A 2014 study estimated that 15,500 trans people were currently serving in the U.S. military. The Williams Institute, a think tank at UCLA School of Law that researches gender identity, came to that figure using a 2011 survey of 6,546 transgender Americans. Around 20 percent of that survey's respondents said they had served in the armed forces. There are currently 1.3 million active-duty personnel in the U.S. military and an additional 800,000 in reserves.

Using various extrapolations based on population estimates and rates of service for men and women, the Williams researchers concluded that 8,800 people were in active duty and another 6,700 were in the National Guard and U.S. Army Reserve. Trans people, the Williams report suggested, might even join the military at a higher rate than other groups.

"It’s a consistent finding in studies that have been done across a variety of different data sources that trans people serve in the military at higher rates than the general population," said Jody L. Herman, a co-author of the Williams study.
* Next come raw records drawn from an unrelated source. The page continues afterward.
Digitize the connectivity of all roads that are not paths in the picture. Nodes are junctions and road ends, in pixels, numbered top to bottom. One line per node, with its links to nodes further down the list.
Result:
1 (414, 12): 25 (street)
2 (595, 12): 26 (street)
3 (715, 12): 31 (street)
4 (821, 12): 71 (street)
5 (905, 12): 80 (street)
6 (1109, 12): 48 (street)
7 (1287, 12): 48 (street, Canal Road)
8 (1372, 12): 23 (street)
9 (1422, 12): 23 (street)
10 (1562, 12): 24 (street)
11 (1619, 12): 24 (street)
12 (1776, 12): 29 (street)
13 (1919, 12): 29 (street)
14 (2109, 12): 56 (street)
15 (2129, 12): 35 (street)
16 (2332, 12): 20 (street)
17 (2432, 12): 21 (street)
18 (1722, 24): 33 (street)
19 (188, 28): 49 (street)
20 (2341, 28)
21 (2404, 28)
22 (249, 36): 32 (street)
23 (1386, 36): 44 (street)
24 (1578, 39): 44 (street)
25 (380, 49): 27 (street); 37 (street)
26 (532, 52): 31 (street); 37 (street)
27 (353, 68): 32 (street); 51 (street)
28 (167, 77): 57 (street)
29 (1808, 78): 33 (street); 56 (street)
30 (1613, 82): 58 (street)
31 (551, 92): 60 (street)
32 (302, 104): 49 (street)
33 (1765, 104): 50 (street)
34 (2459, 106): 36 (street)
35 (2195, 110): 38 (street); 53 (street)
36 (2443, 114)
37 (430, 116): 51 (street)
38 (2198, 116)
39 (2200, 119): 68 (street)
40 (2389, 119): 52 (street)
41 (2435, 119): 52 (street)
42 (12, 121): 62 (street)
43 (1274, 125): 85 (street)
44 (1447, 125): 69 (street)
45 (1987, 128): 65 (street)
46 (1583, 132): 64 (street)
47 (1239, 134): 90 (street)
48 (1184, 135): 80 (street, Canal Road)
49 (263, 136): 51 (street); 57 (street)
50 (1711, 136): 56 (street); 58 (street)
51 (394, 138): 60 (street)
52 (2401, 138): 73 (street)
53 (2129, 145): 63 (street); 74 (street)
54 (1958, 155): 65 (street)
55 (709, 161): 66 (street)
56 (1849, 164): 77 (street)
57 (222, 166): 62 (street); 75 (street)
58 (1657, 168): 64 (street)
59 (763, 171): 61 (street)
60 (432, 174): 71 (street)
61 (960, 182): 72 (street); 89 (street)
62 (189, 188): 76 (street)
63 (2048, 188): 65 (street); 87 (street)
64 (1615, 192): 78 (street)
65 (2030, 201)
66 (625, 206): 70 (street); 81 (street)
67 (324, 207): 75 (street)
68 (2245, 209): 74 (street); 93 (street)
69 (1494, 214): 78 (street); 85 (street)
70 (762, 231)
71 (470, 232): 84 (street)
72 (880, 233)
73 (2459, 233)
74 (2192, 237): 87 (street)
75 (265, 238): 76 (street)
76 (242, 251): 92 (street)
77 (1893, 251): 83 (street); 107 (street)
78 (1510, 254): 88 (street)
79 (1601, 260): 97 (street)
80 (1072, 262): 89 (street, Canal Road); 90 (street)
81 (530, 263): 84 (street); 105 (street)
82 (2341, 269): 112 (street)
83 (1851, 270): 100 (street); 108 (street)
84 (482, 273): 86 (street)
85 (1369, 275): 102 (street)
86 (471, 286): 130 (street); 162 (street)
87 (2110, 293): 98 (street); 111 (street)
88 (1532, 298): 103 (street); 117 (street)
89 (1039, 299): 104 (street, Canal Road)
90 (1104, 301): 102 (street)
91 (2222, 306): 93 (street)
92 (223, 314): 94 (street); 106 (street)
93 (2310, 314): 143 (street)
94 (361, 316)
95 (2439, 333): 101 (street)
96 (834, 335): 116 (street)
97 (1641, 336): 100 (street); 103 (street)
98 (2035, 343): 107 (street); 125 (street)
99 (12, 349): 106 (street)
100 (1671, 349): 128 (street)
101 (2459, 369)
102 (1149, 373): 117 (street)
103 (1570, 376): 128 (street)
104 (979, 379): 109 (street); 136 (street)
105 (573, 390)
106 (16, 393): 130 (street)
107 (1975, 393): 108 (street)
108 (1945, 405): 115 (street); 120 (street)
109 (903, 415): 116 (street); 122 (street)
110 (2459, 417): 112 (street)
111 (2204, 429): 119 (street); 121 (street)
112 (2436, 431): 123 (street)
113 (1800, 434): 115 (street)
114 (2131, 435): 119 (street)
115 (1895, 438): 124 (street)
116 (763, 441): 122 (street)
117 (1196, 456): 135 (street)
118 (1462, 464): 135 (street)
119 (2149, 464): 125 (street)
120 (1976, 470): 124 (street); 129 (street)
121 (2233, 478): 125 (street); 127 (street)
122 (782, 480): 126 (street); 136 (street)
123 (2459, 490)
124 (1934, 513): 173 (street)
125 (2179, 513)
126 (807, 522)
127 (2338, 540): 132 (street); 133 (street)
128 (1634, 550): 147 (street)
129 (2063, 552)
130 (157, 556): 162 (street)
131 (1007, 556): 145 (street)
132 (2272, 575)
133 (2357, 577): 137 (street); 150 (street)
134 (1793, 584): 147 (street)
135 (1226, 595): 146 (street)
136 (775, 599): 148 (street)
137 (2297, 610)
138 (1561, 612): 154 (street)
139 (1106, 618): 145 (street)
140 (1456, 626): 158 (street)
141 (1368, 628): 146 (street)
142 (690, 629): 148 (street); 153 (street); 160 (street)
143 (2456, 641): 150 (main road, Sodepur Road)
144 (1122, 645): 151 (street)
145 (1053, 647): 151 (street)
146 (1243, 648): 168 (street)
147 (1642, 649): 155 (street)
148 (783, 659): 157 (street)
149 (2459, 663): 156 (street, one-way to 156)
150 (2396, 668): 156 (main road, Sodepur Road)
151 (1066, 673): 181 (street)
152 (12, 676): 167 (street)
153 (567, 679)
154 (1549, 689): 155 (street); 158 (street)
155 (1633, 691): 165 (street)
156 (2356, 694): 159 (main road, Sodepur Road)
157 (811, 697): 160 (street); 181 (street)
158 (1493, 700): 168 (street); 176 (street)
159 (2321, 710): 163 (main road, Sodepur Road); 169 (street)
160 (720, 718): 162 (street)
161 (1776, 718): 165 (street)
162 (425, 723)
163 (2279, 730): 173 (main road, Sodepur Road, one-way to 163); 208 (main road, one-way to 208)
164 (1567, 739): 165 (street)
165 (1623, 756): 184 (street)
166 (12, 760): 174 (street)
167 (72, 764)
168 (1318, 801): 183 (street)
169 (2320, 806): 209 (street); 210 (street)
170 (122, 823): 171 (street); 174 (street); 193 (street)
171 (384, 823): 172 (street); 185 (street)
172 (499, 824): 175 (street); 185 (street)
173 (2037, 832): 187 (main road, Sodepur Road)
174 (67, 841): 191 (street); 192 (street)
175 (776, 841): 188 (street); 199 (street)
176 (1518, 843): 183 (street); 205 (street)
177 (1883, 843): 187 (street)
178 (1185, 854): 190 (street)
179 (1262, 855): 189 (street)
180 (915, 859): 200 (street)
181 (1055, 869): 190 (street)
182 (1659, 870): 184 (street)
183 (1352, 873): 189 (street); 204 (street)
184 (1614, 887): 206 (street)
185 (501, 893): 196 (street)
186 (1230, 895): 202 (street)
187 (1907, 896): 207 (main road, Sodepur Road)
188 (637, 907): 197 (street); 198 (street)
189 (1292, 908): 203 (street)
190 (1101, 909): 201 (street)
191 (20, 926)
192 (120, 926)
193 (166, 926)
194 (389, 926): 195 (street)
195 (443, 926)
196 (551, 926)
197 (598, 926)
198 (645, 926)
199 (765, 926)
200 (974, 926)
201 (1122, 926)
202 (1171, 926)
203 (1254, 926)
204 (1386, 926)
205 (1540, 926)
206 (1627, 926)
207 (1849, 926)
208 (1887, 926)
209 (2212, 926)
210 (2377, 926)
She cited academic interviews conducted with transgender servicemembers that underscored the appeal of the military's perceived hypermasculine environment. 

But, as Herman added, "trans people want to serve in the military for the same reasons as everyone else wants to serve in the military."

Researchers from RAND used much lower numbers to estimate transgender-related health-care costs, putting the total ranks of active transgender service members between 1,300 and 6,600 and concluding that only about 130 might seek gender-related surgeries. But even if the number of transgender service members is closer to the Williams Institute's estimate, the cost for their medical care would be a negligible share of the military's total health budget.

The Veterans Health Administration pays for pre- and post-operative care for transgender service members but not for gender-confirmation surgery itself. The military began paying for that surgery last year through Tricare, the health plan for troops and their families. This month, Congress narrowly rejected proposed legislation from Representative Vicky Hartzler, a Missouri Republican, that aimed to stop the military from providing transgender-related medical care.

Trump's declaration on Twitter doesn't stop it, either; it would take an executive order or some other official action to change the practice. "The tweet obviously is not policy," says Evan Young, president of the Transgender American Veterans Association and a retired Army major who served for 14 years and completed his transition after leaving the military. "It is the president tweeting whatever he feels like he wants to tweet." 

Beyond the military, more health insurers are covering medical care related to gender transitions. Medicare, the federal health insurance program for people 65 and over, refused to cover gender-confirmation procedures until the exclusion was struck down in 2014; coverage is now determined on a case-by-case basis. Medicaid programs in 12 states and Washington, D.C., must explicitly include gender transition care, according to the Movement Advancement Project, a research group that promotes equality for gay, lesbian, bisexual, and transgender people. More private employers are expanding medical benefits to cover transition-related care as well. 

Some health economists have made the case that it's cost-effective, meaning the benefits to society outweigh the costs. If all insurers covered medically necessary services, including hormone replacement and surgery, it would add just 1.6¢ to the average monthly health insurance premium, according to an analysis published in the Journal of General Internal Medicine last year that modeled the potential costs and benefits of expanding such coverage.

Health care is not the only benefit that trans military personnel would lose if banned from service. There's also evidence that trans people are at a higher risk of poverty and unemployment than other Americans. As a group, trans workers aren't protected from job discrimination in many states. The same 2011 survey of trans Americans found unemployment rates at twice that of the population as a whole, and trans workers were nearly four times more likely to have a household income of less than $10,000.